> _Dataset entries_:

★ ★ ★ ★ ★ ★ ★

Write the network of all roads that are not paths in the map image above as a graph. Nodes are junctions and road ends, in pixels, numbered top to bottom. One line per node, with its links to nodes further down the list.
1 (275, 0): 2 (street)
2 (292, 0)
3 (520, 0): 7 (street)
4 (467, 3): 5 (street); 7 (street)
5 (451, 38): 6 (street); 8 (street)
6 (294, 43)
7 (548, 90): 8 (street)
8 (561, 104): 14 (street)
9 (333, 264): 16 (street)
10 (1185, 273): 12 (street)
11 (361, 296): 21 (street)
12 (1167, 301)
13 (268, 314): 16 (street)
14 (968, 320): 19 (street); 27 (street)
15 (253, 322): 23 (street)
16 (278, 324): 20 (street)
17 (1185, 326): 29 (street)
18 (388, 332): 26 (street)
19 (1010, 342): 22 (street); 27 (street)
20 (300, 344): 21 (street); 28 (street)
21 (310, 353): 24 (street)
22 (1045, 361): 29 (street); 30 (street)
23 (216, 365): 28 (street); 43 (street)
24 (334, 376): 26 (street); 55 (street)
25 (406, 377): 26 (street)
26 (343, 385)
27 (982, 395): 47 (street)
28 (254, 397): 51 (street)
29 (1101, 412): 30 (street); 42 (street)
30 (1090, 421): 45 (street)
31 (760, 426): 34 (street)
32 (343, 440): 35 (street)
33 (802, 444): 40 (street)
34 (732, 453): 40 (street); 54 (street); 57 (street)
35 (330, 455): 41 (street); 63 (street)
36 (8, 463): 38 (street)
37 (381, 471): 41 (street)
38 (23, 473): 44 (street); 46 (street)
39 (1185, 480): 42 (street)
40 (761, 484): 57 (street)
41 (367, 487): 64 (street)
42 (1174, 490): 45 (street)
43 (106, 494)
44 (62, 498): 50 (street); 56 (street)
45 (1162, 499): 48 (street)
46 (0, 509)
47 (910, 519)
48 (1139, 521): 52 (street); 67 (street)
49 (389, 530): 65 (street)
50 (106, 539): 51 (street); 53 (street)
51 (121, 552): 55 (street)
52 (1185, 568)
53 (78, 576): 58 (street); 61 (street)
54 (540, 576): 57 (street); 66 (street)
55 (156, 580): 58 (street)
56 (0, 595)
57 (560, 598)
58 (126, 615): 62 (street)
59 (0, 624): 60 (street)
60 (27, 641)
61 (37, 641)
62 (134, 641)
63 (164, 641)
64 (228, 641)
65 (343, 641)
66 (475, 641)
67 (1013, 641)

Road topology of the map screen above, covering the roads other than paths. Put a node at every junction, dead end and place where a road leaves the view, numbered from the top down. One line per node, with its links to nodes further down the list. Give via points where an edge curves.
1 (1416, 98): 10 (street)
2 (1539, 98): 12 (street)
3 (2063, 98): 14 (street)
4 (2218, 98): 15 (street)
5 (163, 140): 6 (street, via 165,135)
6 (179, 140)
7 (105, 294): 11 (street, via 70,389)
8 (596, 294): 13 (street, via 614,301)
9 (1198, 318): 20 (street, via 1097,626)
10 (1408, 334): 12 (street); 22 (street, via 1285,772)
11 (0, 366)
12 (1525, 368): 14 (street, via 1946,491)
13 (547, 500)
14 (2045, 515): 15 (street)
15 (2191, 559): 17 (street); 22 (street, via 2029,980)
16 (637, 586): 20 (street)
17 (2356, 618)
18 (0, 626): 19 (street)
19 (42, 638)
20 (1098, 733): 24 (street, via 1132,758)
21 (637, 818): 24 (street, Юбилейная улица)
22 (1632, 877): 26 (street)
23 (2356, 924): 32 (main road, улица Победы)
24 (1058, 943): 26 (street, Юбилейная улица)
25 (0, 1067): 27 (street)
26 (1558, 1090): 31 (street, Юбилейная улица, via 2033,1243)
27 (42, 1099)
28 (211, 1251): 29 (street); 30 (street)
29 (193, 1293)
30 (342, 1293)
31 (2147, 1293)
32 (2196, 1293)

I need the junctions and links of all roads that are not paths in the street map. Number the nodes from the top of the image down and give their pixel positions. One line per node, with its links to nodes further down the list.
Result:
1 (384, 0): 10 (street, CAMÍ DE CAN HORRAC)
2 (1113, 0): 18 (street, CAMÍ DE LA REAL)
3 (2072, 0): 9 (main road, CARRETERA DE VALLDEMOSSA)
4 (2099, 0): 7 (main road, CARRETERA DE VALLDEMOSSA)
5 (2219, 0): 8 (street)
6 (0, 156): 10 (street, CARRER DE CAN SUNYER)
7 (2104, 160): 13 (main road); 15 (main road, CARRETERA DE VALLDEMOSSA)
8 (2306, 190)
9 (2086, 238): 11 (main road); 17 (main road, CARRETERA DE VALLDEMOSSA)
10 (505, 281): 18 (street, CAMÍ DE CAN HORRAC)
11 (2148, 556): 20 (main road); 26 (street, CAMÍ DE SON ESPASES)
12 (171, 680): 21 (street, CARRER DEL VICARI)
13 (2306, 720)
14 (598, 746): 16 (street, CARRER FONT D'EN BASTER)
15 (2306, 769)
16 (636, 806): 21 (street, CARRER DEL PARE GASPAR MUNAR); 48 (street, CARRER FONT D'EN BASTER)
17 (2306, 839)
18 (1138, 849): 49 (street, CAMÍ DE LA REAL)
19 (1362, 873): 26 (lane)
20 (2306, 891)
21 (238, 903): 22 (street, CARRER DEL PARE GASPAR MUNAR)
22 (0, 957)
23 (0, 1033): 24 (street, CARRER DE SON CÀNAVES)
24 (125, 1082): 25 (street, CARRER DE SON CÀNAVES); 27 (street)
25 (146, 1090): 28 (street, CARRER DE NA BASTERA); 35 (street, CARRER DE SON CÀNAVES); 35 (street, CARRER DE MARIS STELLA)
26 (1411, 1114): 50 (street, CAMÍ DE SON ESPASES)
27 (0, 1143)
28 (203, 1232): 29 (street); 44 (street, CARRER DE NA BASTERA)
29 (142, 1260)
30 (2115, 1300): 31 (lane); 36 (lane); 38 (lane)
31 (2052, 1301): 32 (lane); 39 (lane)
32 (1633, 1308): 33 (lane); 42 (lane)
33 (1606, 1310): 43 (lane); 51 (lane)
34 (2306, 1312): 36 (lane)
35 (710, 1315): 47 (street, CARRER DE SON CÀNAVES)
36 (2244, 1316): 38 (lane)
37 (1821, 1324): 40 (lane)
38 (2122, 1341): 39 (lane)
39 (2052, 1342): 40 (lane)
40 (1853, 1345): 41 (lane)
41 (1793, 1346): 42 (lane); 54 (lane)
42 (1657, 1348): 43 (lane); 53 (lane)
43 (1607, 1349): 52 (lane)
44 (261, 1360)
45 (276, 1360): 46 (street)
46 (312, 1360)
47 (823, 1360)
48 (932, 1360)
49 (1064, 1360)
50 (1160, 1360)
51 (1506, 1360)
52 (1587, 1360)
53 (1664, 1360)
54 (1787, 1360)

★ ★ ★ ★ ★ ★ ★

> _AIM OF THE EXERCISE_: Among the records above, find the lines that contain "улица" and copy every one.

> _SOLUTION TO THIS PROBLEM_:
21 (637, 818): 24 (street, Юбилейная улица)
23 (2356, 924): 32 (main road, улица Победы)
24 (1058, 943): 26 (street, Юбилейная улица)
26 (1558, 1090): 31 (street, Юбилейная улица, via 2033,1243)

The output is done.